Extract, from the records beneath this instruction, each line that contains the word "points".

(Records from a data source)
/---

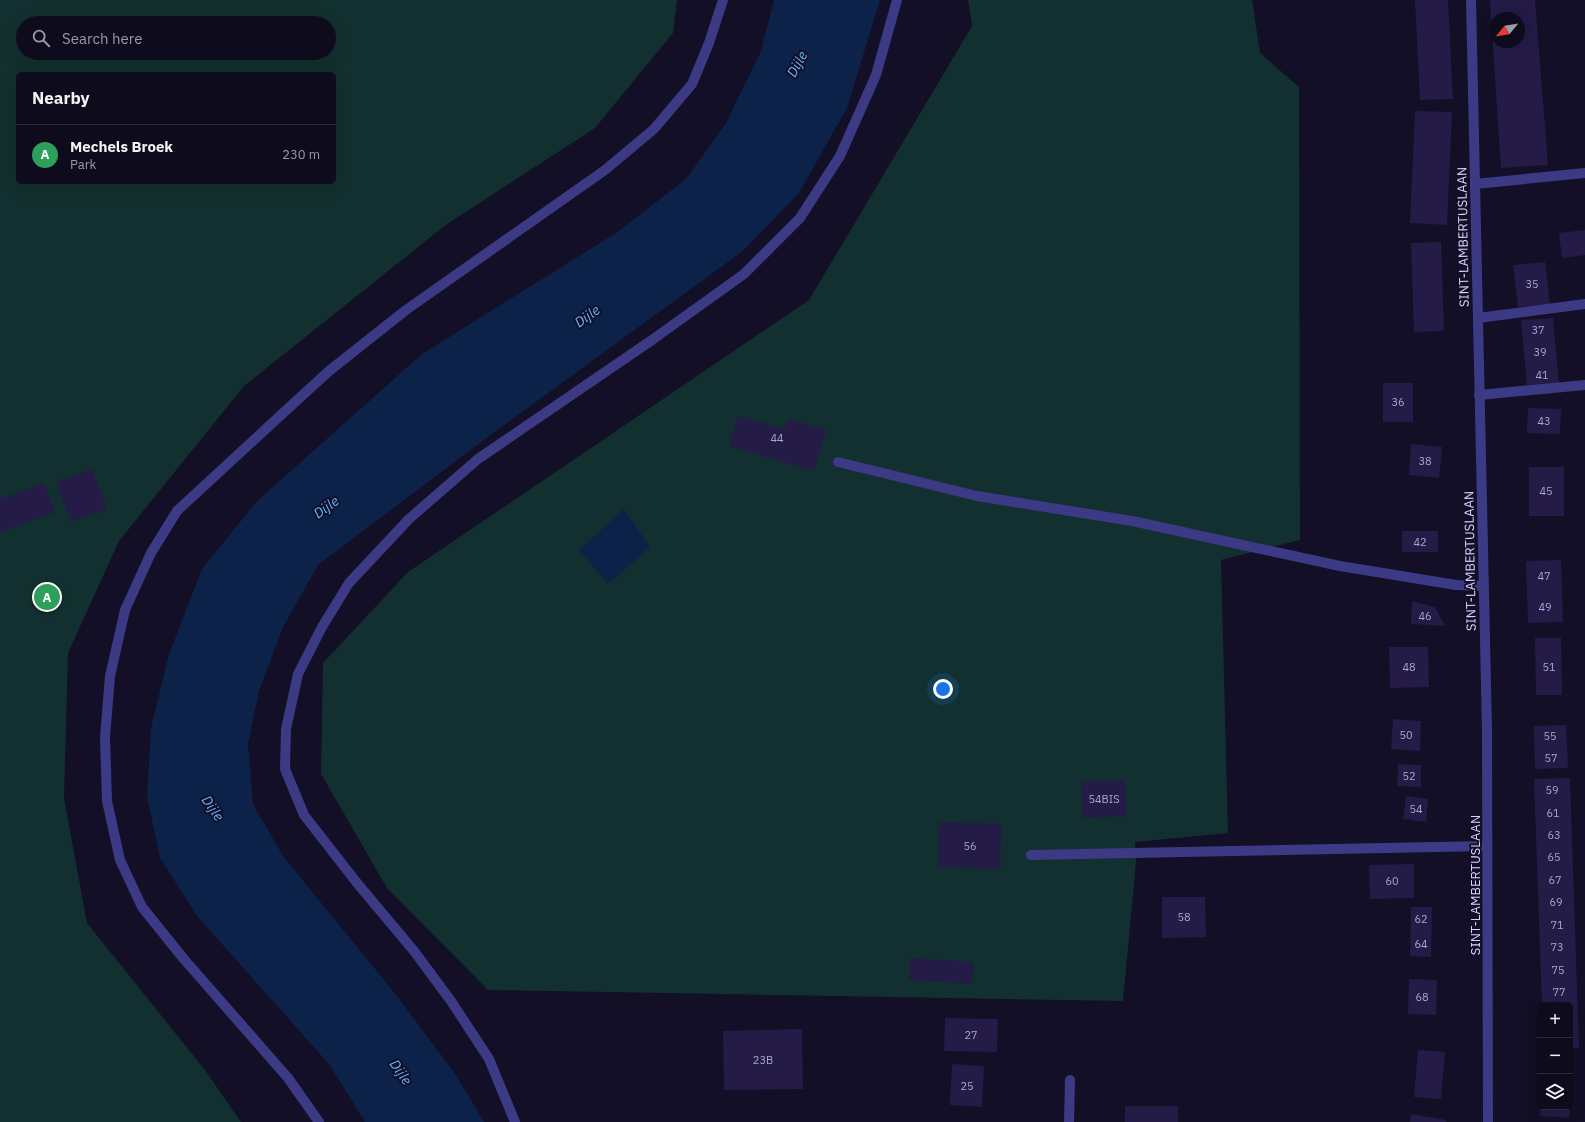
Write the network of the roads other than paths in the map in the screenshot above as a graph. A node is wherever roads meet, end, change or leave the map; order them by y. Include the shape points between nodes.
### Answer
1 (723, 0) edge
2 (898, 0) edge
3 (1471, 0) edge
4 (1585, 173) edge
5 (1475, 184) junction
6 (1585, 304) edge
7 (1478, 318) junction
8 (1585, 385) edge
9 (1479, 395) junction
10 (838, 462) dead end
11 (1484, 586) junction
12 (1487, 846) junction
13 (1031, 855) dead end
14 (1070, 1080) dead end
15 (320, 1122) edge
16 (515, 1122) edge
17 (1069, 1122) edge
18 (1488, 1122) edge

1 - 15 street via 692,84 654,128 605,170 406,310 329,371 177,512 151,553 125,610 110,676 105,736 106,801 120,860 142,908 182,958 288,1078
2 - 16 street via 873,81 840,156 800,218 744,274 478,459 409,519 349,583 322,627 298,674 286,729 285,770 304,815 451,1001 488,1059
3 - 5 street, SINT-LAMBERTUSLAAN
4 - 5 street
5 - 7 street, SINT-LAMBERTUSLAAN
6 - 7 street
7 - 9 street, SINT-LAMBERTUSLAAN
8 - 9 street
9 - 11 street, SINT-LAMBERTUSLAAN
10 - 11 street via 977,496 1132,521 1340,566 1456,585
11 - 12 street, SINT-LAMBERTUSLAAN
12 - 13 street
12 - 18 street, SINT-LAMBERTUSLAAN
14 - 17 street

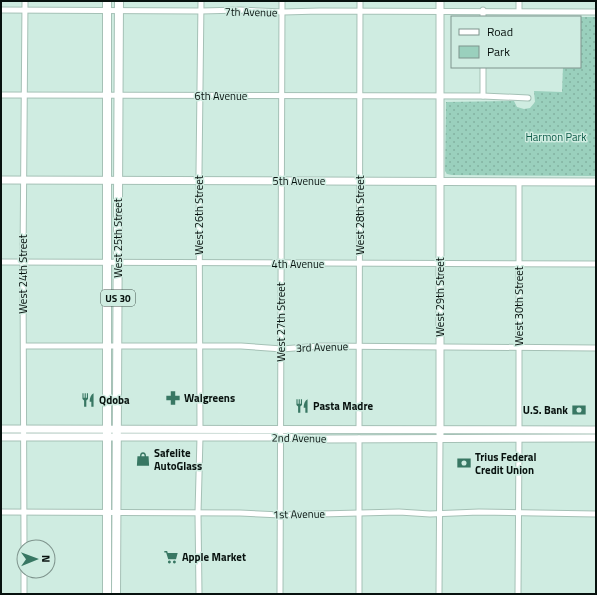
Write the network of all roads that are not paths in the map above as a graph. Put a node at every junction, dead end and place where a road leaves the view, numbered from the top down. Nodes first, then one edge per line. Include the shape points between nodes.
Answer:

\---

• _Answer box_
Write the network of the roads other than paths in the map in the screenshot above as a graph. A node is wherever roads meet, end, change or leave the map; order them by y. Include the shape points between nodes.
Write the network of all roads that are not paths in the map above as a graph. Put a node at every junction, dead end and place where a road leaves the view, numbered from the top down. Nodes first, then one edge per line. Include the shape points between nodes.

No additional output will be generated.